▶ [Your instructions]:
Take every line from the listing below that includes "edges" and copy it.

▶ [Records for this task]:
-------------------------

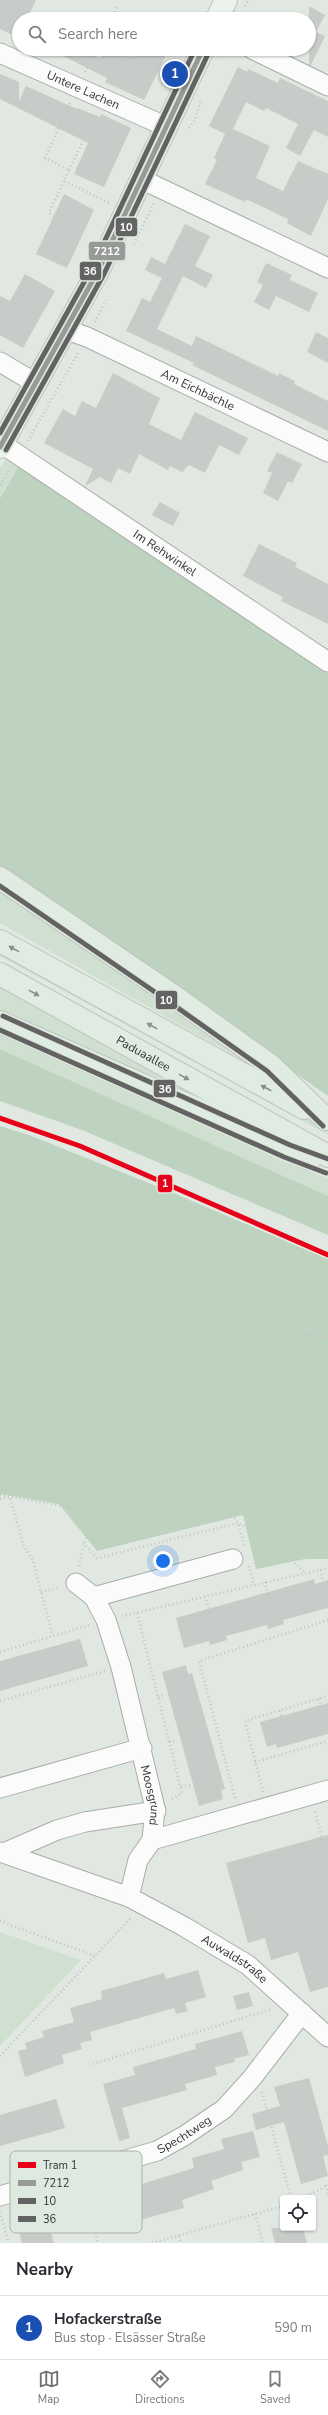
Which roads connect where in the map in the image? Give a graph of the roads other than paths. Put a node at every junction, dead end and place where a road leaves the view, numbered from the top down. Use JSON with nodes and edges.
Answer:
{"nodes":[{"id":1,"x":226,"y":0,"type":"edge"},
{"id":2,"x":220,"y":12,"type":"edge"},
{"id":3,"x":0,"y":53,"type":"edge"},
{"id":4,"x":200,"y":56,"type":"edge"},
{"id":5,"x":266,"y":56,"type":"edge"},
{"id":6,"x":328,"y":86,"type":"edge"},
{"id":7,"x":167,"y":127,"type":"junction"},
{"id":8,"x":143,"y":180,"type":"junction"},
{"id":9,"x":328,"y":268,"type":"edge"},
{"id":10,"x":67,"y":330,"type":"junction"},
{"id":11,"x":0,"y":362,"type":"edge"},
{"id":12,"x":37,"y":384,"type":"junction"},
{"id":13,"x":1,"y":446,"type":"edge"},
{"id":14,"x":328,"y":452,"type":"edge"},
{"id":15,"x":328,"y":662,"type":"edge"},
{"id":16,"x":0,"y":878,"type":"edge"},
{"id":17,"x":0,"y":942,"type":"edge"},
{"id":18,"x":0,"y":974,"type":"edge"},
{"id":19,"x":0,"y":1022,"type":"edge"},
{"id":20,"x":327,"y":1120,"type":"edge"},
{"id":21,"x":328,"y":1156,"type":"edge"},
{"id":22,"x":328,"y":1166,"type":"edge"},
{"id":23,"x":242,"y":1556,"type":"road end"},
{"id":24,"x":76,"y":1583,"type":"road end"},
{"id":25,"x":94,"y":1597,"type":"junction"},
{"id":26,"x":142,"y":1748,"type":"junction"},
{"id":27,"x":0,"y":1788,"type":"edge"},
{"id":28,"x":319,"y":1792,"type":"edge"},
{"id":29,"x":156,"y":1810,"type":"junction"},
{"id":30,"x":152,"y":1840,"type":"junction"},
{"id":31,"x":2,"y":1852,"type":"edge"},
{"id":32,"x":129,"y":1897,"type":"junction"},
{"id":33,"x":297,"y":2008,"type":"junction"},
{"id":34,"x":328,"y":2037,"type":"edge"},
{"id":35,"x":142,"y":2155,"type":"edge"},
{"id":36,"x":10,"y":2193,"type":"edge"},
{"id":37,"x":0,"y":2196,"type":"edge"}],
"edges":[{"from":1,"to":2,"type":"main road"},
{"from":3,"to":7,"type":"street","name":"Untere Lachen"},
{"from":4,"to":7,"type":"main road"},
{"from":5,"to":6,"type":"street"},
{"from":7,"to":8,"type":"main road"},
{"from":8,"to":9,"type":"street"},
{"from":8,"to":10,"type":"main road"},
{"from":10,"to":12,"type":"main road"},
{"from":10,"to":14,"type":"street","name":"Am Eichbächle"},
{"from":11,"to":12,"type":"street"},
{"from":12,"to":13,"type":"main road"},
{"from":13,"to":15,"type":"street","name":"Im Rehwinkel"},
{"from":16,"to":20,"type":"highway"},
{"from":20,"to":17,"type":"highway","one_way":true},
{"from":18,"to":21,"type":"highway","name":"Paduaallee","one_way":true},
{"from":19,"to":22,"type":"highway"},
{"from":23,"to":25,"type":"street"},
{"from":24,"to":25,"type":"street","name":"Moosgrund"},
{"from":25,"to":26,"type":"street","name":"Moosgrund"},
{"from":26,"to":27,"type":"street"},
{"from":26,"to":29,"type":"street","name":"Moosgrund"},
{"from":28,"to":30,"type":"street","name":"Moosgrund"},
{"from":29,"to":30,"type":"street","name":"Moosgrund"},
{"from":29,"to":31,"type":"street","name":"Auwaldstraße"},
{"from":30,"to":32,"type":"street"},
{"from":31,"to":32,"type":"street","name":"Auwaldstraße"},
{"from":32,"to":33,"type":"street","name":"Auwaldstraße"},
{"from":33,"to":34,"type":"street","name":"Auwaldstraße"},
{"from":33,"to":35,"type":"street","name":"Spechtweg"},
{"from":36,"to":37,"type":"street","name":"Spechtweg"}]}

-------------------------

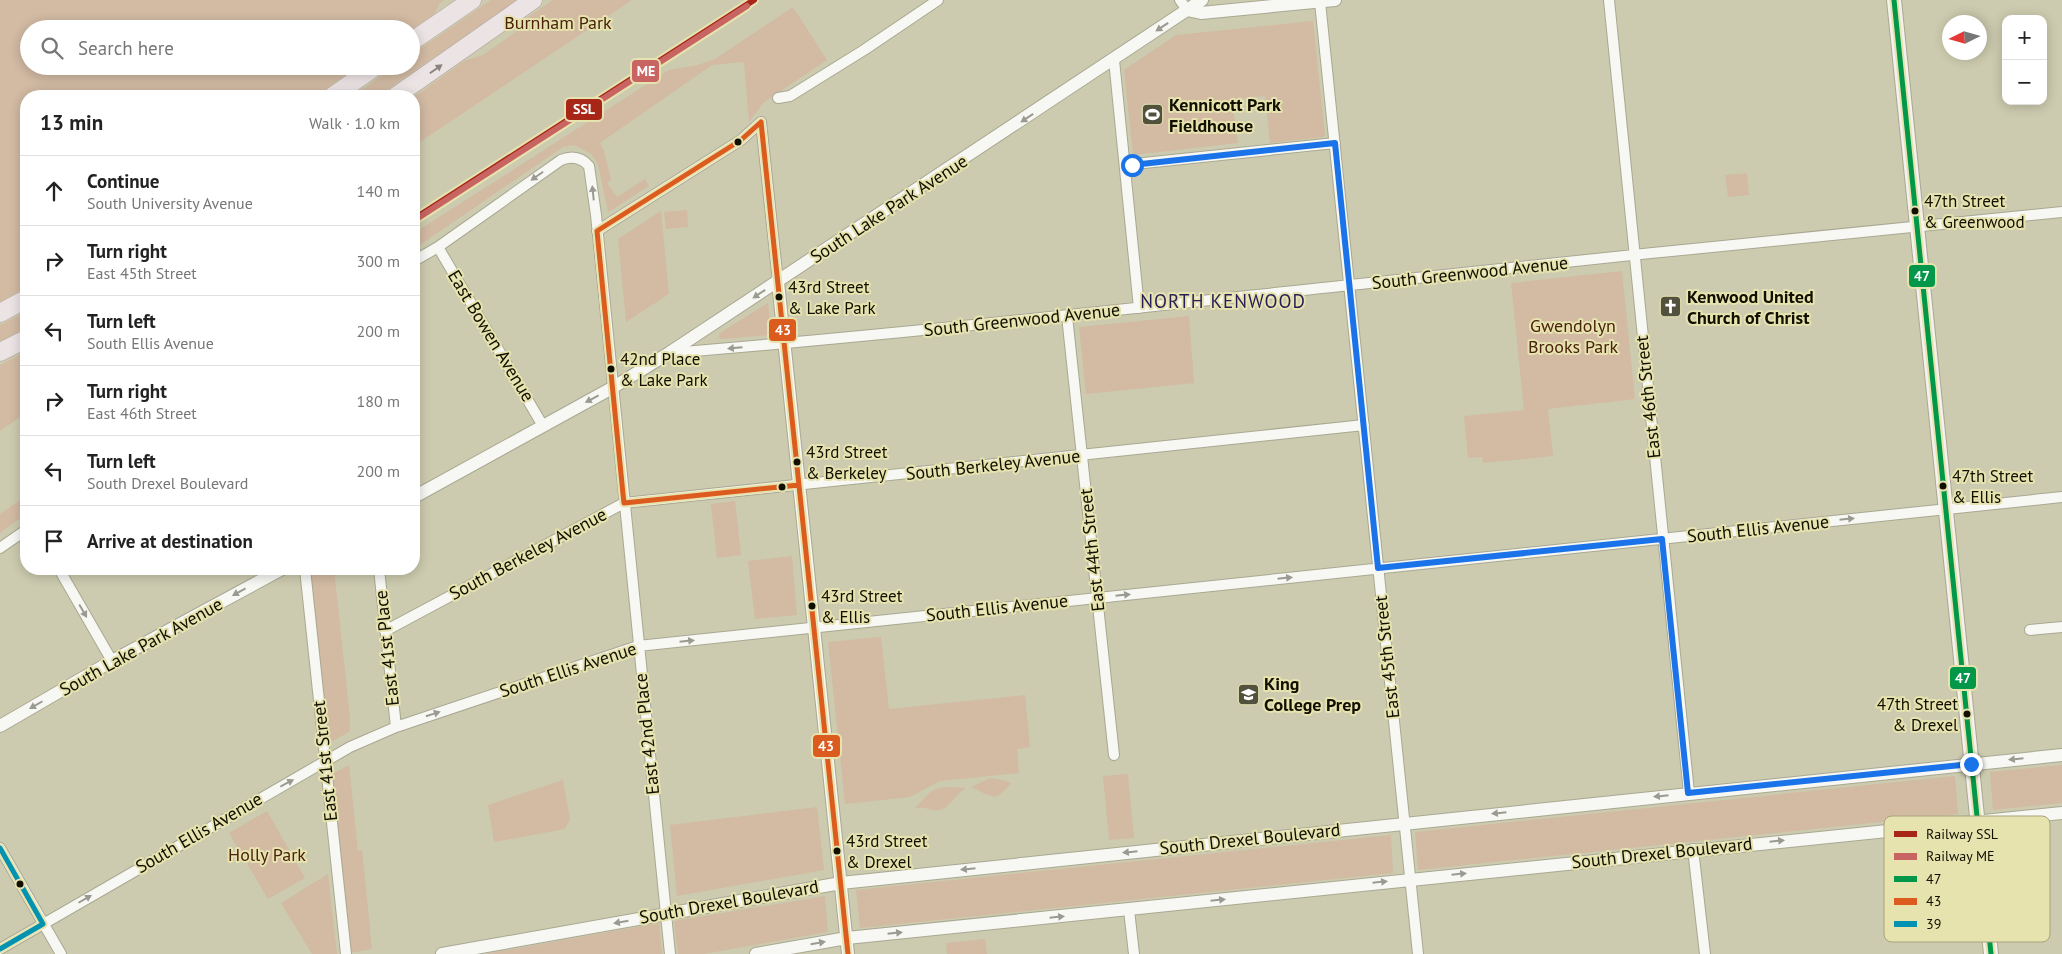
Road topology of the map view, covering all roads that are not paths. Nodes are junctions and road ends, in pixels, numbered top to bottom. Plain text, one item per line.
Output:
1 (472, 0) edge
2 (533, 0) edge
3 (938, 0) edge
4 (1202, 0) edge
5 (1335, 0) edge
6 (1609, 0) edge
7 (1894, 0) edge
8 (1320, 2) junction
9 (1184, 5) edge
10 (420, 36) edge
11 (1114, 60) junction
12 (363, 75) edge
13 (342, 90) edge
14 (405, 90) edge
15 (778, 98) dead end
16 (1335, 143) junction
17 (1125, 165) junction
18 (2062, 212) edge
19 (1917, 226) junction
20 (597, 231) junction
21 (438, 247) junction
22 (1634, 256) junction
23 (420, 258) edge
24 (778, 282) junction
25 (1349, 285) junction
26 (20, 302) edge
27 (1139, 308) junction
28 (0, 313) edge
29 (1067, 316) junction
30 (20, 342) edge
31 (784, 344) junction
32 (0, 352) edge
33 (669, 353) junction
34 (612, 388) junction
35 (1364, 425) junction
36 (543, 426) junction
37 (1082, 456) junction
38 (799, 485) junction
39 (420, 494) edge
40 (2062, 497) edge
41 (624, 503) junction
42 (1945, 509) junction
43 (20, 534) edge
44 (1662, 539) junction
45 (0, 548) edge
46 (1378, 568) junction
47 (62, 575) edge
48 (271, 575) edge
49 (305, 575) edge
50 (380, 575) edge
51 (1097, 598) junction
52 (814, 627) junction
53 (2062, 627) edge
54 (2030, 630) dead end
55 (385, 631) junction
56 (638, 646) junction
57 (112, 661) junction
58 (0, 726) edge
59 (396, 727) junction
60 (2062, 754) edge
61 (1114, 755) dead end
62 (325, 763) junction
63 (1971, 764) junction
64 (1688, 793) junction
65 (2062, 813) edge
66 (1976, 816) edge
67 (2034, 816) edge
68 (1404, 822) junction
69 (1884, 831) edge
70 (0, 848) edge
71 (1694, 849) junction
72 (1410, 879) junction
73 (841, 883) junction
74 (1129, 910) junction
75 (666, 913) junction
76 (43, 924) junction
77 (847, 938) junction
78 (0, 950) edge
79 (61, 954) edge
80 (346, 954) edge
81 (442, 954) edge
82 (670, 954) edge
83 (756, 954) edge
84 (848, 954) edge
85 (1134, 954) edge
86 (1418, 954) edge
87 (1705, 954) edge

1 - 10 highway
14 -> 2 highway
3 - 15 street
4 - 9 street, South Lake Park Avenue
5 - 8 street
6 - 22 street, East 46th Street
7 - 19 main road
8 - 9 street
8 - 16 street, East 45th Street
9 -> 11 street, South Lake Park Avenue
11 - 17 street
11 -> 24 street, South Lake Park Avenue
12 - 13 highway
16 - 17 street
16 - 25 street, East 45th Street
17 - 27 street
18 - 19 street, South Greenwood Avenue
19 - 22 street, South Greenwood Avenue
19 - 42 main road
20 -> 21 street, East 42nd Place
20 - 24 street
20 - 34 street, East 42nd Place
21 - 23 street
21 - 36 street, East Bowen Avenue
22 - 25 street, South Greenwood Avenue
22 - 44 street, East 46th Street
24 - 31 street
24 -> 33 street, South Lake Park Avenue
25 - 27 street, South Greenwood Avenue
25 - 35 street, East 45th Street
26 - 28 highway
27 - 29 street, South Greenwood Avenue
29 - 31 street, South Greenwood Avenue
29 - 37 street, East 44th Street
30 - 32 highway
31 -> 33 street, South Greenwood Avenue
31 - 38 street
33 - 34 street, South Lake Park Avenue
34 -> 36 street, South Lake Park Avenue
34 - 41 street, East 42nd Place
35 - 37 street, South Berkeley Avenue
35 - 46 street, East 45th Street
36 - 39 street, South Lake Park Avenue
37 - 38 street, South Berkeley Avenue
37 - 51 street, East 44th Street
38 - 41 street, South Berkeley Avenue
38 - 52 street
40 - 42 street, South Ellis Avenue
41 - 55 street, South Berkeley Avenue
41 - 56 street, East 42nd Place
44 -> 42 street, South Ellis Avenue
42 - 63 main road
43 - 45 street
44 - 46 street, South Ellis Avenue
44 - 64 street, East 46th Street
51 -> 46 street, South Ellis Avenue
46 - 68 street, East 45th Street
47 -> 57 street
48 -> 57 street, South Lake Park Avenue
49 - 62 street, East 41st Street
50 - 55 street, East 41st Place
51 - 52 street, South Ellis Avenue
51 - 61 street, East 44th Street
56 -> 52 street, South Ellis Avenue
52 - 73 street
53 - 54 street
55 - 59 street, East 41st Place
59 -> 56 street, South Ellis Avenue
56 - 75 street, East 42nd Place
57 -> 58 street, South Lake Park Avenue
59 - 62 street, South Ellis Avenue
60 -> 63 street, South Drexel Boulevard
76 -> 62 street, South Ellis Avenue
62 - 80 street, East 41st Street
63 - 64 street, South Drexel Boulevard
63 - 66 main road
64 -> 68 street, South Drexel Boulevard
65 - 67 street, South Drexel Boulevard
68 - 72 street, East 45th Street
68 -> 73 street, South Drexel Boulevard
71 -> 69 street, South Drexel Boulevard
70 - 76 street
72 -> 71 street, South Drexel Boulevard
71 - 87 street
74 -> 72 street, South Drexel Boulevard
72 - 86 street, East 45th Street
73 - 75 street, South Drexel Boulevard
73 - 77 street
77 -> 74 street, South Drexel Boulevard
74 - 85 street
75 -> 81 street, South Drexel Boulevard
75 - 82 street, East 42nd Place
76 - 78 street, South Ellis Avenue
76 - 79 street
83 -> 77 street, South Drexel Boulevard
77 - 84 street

-------------------------

▶ [Written answer]:
Which roads connect where in the map in the image? Give a graph of the roads other than paths. Put a node at every junction, dead end and place where a road leaves the view, numbered from the top down. Use JSON with nodes and edges.
"edges":[{"from":1,"to":2,"type":"main road"},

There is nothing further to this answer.